━━ EXERCISE DATA
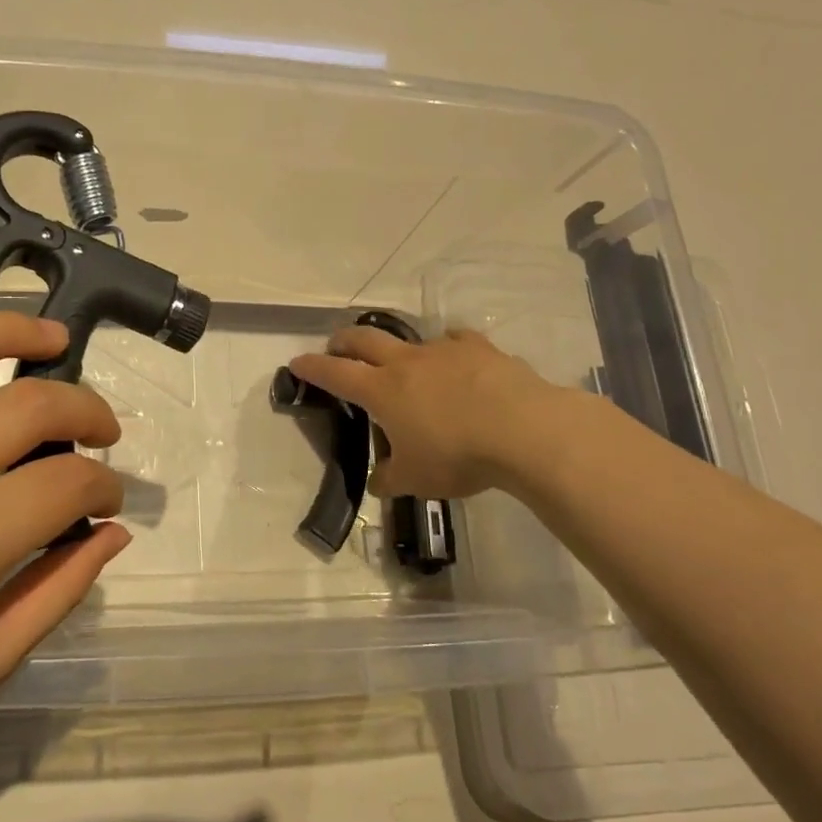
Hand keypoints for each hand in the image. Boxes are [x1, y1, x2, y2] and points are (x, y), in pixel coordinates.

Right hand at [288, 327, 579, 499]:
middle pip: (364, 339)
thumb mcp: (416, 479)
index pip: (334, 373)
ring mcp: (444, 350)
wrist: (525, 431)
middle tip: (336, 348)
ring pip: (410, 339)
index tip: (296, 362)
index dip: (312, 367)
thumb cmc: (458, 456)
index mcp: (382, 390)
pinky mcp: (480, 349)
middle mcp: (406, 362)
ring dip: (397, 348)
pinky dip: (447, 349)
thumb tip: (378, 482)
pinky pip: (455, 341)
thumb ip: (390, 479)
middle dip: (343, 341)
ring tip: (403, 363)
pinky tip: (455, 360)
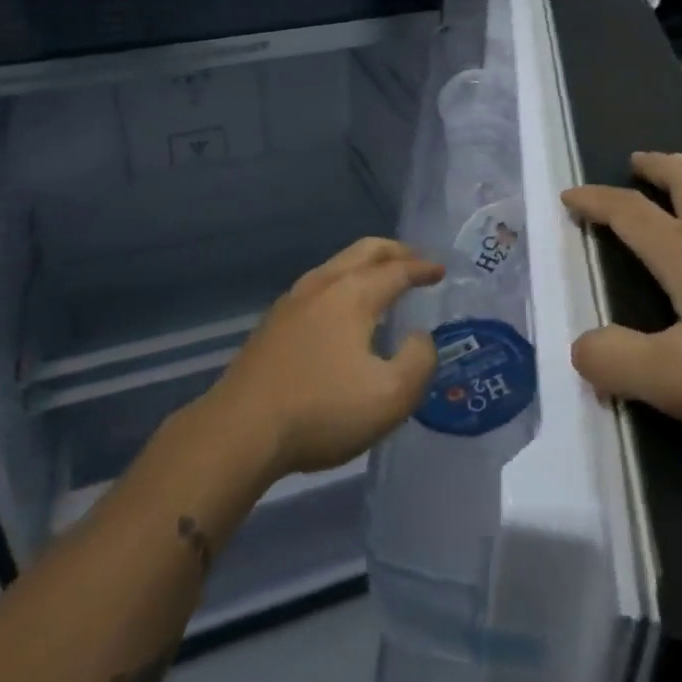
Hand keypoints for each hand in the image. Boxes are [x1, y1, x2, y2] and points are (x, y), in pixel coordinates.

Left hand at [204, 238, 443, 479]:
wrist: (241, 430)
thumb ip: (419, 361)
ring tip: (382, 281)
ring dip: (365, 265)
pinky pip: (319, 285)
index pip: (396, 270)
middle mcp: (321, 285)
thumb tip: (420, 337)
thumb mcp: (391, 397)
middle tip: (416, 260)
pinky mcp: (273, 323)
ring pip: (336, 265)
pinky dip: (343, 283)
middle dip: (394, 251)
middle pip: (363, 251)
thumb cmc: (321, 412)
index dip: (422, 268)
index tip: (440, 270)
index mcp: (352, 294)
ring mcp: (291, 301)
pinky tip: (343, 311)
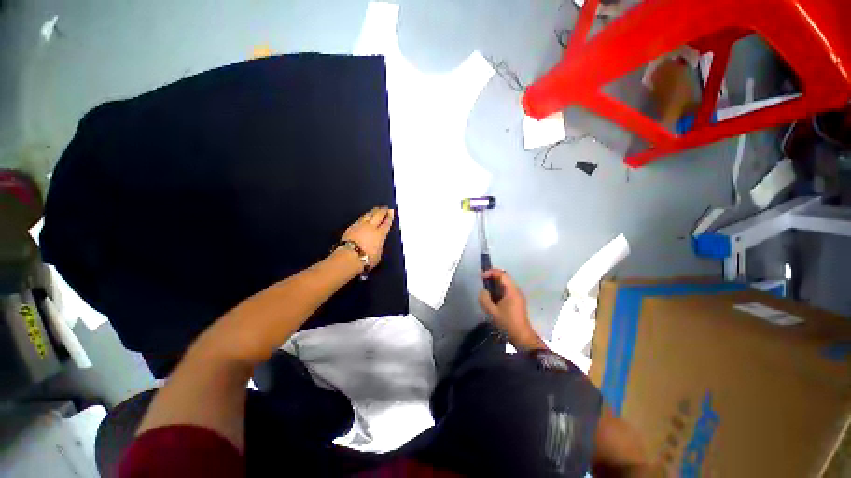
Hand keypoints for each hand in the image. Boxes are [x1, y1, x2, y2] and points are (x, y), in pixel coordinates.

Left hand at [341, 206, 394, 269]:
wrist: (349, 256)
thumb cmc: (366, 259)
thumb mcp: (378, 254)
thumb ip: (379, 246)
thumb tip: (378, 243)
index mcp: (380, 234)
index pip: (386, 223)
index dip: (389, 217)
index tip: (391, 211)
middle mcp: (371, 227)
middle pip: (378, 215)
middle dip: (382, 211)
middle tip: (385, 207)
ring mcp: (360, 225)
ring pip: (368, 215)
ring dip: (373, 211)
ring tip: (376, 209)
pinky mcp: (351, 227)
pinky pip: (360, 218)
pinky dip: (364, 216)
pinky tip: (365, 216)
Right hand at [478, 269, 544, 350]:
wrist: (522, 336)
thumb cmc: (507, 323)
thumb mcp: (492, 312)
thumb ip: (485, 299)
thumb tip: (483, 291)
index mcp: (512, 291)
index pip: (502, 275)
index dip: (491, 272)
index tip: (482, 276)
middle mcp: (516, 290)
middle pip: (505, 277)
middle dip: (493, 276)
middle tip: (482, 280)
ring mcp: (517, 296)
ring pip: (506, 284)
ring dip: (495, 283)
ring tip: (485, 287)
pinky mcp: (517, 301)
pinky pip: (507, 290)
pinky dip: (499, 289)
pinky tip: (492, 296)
━━━━
THE TASK → Write out the data above exactly as it appears, but without any image.

TASK SOLUTION →
Hand keypoints for each hand in the image. Boxes are [x1, y1, x2, y2] and points are (x, y), in pixel coordinates.

Right hand at [288, 327, 579, 499]:
middle pip: (364, 339)
thumb mcp: (416, 479)
index pip: (334, 373)
ring mcp: (444, 350)
wrist: (525, 431)
middle tip: (336, 348)
ring pip: (410, 339)
index tip: (296, 362)
index dip: (312, 367)
thumb cmc: (458, 456)
index mcp: (382, 390)
pinky mcp: (480, 349)
middle mcp: (406, 362)
ring dip: (397, 348)
pinky dip: (447, 349)
thumb tip: (378, 482)
pinky pip: (455, 341)
thumb ip: (390, 479)
middle dip: (343, 341)
ring tip: (403, 363)
pinky tip: (455, 360)
Hand keypoints for each hand in the image. Boxes are [x1, y1, x2, y2] and points are (x, y), in pixel coordinates.

Left hand at [204, 238, 443, 479]:
wrist: (241, 430)
thumb ip: (419, 361)
ring tip: (382, 281)
ring dip: (365, 265)
pinky pip: (319, 285)
index pip: (396, 270)
middle mcp: (321, 285)
thumb tip: (420, 337)
thumb mcp: (391, 397)
middle tip: (416, 260)
pinky mcp: (273, 323)
ring pip: (336, 265)
pinky dip: (343, 283)
middle dip: (394, 251)
middle pip: (363, 251)
thumb cmc: (321, 412)
index dip: (422, 268)
index tip: (440, 270)
index mcp: (352, 294)
ring mcp: (291, 301)
pinky tip: (343, 311)
Hand keypoints for each hand in the image. Boxes are [x1, y1, x2, y2] and points are (x, y), in pixel coordinates.

Left hand at [341, 206, 394, 269]:
wrist: (349, 256)
thumb cmc: (366, 259)
thumb mcp: (378, 254)
thumb ip: (379, 246)
thumb tip: (378, 243)
index mcp: (380, 234)
index pip: (386, 223)
index dip: (389, 217)
index tip: (391, 211)
middle mcp: (371, 227)
middle pip: (378, 215)
middle dip: (382, 211)
middle tip: (385, 207)
ring mcp: (360, 225)
ring pip: (368, 215)
ring dip: (373, 211)
ring tip: (376, 209)
pinky mcp: (351, 227)
pinky pip: (360, 218)
pinky dip: (364, 216)
pinky tip: (365, 216)
Right hand at [478, 269, 544, 350]:
wrist: (522, 336)
thumb cmc: (507, 323)
thumb mcp: (492, 312)
thumb ip: (485, 299)
thumb tip: (483, 291)
index mcp: (512, 291)
index pip: (502, 275)
index dip: (491, 272)
index tip: (482, 276)
middle mcp: (516, 290)
middle pip: (505, 277)
middle dip: (493, 276)
middle tip: (482, 280)
ring mcp: (517, 296)
ring pip: (506, 284)
ring dip: (495, 283)
ring tip: (485, 287)
pinky mcp: (517, 301)
pinky pip: (507, 290)
pinky dip: (499, 289)
pinky tip: (492, 296)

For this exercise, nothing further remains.